1. Musae Jovis — Nicolas GOMBERT
2. Baisiez moy
3. Parfons regretz
4. Cueur langoreulx
5. Faulte d'argent
6. Petite Camusette
7. Douleur me bat
8. N'esse pas un grant desplaisir
9. Si vous n'avez autre desir (réponse) — Jean LE BRUN
10. Nymphes des bois
11. O mors inevitabilis — Hieronymus VINDERS
12. Se congie prens
13. Plusieurs regretz
14. Je me complains
15. Pour souhaitter
16. Nymphes, nappés
17. Regretz sans fin
18. Musae Jovis — Benedictus APPENZELLER

Björn Schmelzer

Andrew Hallock, Albert Riera, Andrés Miravete,
Marius Peterson, Adrian Sîrbu, Tomàs Maxé,  Arnout Malfliet
Lukas Henning — lute
Philippe Malfeyt — cittern


[7.10.2021] Remarks
24 September 2021
Todd M. McComb


The next Josquin issue (also just recorded in June, pace Stewart below) is then the provocatively titled Josquin The Undead, from Björn Schmelzer & Graindelavoix — and this has been the most striking anniversary release (yet) for me.
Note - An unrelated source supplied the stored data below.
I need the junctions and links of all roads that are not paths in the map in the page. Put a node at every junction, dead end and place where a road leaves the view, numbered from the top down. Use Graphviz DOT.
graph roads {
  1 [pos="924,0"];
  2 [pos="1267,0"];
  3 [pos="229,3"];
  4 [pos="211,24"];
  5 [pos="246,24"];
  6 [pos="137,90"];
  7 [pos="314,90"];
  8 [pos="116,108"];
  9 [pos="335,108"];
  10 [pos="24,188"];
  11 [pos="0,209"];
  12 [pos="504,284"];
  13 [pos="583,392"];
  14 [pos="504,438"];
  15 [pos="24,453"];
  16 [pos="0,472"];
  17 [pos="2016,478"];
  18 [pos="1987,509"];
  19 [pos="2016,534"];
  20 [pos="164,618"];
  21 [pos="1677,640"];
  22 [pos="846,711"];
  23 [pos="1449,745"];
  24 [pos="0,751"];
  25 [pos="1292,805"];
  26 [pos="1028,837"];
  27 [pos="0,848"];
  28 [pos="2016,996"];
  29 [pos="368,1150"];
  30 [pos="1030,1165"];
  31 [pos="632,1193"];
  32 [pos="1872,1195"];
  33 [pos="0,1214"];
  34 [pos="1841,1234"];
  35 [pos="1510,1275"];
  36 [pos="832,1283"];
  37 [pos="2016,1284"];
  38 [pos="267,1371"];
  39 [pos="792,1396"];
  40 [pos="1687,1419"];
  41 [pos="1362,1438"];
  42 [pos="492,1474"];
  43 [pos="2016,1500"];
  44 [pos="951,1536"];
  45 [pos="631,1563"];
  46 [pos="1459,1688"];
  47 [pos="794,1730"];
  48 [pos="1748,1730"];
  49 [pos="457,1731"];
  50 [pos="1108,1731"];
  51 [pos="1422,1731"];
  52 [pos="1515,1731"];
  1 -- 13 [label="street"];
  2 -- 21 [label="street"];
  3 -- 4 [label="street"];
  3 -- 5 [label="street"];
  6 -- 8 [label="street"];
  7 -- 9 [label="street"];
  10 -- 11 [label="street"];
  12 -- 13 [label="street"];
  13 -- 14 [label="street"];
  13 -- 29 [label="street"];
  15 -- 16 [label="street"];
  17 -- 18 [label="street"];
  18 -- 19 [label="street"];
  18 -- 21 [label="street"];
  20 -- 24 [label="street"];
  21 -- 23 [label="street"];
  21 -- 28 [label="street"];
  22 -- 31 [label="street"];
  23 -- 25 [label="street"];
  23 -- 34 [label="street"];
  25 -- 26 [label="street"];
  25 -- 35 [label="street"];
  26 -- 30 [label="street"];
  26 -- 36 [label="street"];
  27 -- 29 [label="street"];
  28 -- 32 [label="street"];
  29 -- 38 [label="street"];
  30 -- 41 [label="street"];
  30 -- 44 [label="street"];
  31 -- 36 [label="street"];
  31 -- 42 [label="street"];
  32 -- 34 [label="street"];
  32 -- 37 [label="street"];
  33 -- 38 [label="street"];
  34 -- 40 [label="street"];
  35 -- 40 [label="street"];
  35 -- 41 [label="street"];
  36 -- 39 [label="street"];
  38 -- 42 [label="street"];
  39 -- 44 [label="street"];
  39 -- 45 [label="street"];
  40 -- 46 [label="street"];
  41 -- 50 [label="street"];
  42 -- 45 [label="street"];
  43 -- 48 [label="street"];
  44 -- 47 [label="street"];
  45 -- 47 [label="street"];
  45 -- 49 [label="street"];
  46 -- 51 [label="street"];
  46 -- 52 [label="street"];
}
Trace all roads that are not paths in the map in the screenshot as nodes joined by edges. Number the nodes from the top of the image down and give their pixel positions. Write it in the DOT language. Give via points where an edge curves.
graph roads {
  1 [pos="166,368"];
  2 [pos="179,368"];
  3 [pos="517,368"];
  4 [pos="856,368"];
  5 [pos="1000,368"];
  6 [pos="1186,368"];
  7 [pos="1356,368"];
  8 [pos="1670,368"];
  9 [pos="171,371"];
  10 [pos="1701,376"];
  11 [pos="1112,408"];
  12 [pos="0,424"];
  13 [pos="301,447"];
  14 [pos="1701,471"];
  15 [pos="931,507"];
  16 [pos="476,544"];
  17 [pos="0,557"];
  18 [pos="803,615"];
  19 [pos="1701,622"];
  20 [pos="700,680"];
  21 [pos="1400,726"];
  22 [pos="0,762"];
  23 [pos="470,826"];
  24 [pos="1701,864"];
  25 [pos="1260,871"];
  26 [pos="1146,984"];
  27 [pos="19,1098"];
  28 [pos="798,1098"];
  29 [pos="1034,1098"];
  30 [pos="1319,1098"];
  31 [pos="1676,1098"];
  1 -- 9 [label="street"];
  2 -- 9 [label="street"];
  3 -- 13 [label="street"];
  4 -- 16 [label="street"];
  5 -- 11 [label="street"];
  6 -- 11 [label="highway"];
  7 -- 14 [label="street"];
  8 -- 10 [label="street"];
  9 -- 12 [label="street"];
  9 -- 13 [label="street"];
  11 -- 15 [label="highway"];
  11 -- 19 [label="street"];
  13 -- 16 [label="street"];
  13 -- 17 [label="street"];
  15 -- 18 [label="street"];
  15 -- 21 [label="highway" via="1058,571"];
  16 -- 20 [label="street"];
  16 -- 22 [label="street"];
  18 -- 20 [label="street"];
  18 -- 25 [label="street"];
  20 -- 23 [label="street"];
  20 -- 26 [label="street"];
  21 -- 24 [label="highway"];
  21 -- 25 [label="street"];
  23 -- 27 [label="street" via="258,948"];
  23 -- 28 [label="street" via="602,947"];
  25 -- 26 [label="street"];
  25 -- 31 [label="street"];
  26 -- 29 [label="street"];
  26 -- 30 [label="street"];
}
The opening homage from Gombert is performed strongly, not really unusually, but next comes a strangely spooky version of Baisiez moy, and by the time we're to a rollicking take on Petite Camusette (the sixth track), it's more than clear that this won't be a routine reading of Josquin's late songs. The program is actually quite ordinary, though: It's taken from the Susato collection, just like that from Ensemble Clément Janequin (as reviewed here already in January), but instead of leaving the edition alone — i.e. sounding like mid-16th century Parisian chansons — as ECJ (who does refine their own vocal technique, but as noted, kept to the same basic presentation...) did, Schmelzer & company apparently undertake some sort of "un-editing" of the Susato source, producing a program that's more evocative of 15th century style. And apparently it also turns out that this was what I'd been wanting!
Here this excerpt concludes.